According to the results of a recent mobile security study that have just been published, the users of wearable tech devices can become the victims of cyber attacks, personal data breaches, or simply basic tracking by an individual with a low budget and a small amount of knowledge on the subject.

In fact, the study showed that all that is required is about $70 worth of hardware to track a wearable tech user.

The study was conducted by Symantec, the online and mobile security giant. Its researchers came up with a very simple design that brought a Bluetooth radio module together with a Raspberry Pi computer that was capable of scanning the area for the signals of wearable technology. The device was brought to various parks and sporting events where the researchers were then capable of recording the data that was being broadcasted by devices that were nearby.

The mobile security “attack” went completely undetected by the device users because no attempt was made to connect.

Mobile Security - Wearable techThe device made by the researchers never attempted to make a connection with the specific wearables that were being tracked. This was not required because the data was collectable due to the sheer simplicity of the wearable tech, which communicates with more complex devices – such as smartphones, tablets, and laptops – in order to make its information usable to the wearer.

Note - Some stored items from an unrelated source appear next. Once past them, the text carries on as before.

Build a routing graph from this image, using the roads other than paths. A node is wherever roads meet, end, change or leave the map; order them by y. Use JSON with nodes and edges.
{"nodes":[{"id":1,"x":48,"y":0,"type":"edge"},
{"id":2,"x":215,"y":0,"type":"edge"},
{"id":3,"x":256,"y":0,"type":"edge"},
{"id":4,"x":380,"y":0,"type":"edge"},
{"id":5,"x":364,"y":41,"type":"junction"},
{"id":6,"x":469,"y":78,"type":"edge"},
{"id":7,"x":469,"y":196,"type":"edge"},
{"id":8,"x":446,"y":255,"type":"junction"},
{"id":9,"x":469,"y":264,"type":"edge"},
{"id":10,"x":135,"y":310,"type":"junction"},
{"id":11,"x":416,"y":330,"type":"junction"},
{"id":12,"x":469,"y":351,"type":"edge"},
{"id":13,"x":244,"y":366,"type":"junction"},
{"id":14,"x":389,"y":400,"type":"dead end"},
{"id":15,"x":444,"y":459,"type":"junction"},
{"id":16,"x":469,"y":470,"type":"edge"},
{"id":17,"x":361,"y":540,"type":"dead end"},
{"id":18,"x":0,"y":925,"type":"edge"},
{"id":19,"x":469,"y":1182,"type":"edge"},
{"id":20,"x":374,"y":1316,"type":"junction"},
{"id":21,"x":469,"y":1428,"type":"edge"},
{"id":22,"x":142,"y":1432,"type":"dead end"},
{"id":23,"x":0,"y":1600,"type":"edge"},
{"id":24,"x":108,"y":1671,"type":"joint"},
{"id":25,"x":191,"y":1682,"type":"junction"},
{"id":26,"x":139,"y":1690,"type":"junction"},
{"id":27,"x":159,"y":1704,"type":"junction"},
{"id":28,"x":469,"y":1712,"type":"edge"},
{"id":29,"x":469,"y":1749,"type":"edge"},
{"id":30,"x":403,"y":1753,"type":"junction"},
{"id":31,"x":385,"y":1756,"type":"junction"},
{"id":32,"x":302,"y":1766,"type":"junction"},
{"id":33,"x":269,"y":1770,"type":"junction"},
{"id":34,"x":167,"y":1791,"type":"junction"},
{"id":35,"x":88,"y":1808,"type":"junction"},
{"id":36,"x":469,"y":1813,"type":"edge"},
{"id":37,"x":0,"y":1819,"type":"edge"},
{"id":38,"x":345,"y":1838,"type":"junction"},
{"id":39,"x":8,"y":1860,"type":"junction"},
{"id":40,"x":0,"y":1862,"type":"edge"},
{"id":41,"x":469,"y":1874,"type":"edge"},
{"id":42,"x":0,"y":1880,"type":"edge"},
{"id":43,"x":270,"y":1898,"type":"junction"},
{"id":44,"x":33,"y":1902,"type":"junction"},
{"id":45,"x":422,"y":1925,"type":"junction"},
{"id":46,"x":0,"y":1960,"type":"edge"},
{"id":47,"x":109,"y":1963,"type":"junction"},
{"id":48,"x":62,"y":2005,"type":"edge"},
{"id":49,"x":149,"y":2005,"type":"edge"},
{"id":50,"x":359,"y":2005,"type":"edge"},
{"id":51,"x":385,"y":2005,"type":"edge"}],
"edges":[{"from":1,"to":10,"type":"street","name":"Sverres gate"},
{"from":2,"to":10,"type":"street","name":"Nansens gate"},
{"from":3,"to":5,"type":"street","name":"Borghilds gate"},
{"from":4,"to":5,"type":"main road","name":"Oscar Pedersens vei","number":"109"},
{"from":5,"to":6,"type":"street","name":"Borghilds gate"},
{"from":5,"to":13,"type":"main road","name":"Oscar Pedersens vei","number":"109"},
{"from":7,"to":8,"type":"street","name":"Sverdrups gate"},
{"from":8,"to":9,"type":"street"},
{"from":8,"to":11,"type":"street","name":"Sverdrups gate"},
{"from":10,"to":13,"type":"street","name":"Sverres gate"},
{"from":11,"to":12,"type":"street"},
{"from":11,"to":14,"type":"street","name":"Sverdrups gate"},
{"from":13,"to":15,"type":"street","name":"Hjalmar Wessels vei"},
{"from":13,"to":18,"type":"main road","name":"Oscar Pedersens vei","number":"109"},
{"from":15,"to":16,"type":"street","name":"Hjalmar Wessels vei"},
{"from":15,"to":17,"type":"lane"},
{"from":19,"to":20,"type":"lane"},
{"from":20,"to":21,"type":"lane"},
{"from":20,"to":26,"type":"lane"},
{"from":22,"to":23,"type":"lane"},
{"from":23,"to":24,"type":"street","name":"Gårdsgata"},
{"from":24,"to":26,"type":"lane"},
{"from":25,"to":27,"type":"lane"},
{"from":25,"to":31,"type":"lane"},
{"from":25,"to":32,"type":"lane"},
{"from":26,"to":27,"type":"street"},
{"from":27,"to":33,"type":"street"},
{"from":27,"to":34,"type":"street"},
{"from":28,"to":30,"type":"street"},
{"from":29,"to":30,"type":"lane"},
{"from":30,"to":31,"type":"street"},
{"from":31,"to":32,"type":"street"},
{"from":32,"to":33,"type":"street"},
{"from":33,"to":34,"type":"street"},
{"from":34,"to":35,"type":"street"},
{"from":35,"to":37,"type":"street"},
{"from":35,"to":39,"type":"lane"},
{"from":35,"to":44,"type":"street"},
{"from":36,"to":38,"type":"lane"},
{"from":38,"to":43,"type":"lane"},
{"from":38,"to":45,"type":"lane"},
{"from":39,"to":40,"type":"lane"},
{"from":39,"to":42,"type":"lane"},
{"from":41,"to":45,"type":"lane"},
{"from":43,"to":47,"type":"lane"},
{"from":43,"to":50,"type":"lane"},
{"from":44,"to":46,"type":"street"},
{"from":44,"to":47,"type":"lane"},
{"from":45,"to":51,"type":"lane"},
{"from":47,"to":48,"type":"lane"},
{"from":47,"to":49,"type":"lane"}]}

The researchers brought the detection devices to public places in Ireland and Switzerland. They found that among all the types of mobile devices that are carried by people in these types of location, it was wearables that were particularly easy to track. According to the team, in a blog post that they made on the subject, “All the devices we encountered can be easily tracked using the unique hardware address they transmit.”

Among the types of mobile security vulnerability that were found in these devices, the researchers were also capable of remotely probing the gadgets to reveal identifying information or serial numbers. That said, they felt that this type of information would be considered to be “trivial” by people who have computer knowledge and who would be capable of actually accessing this data.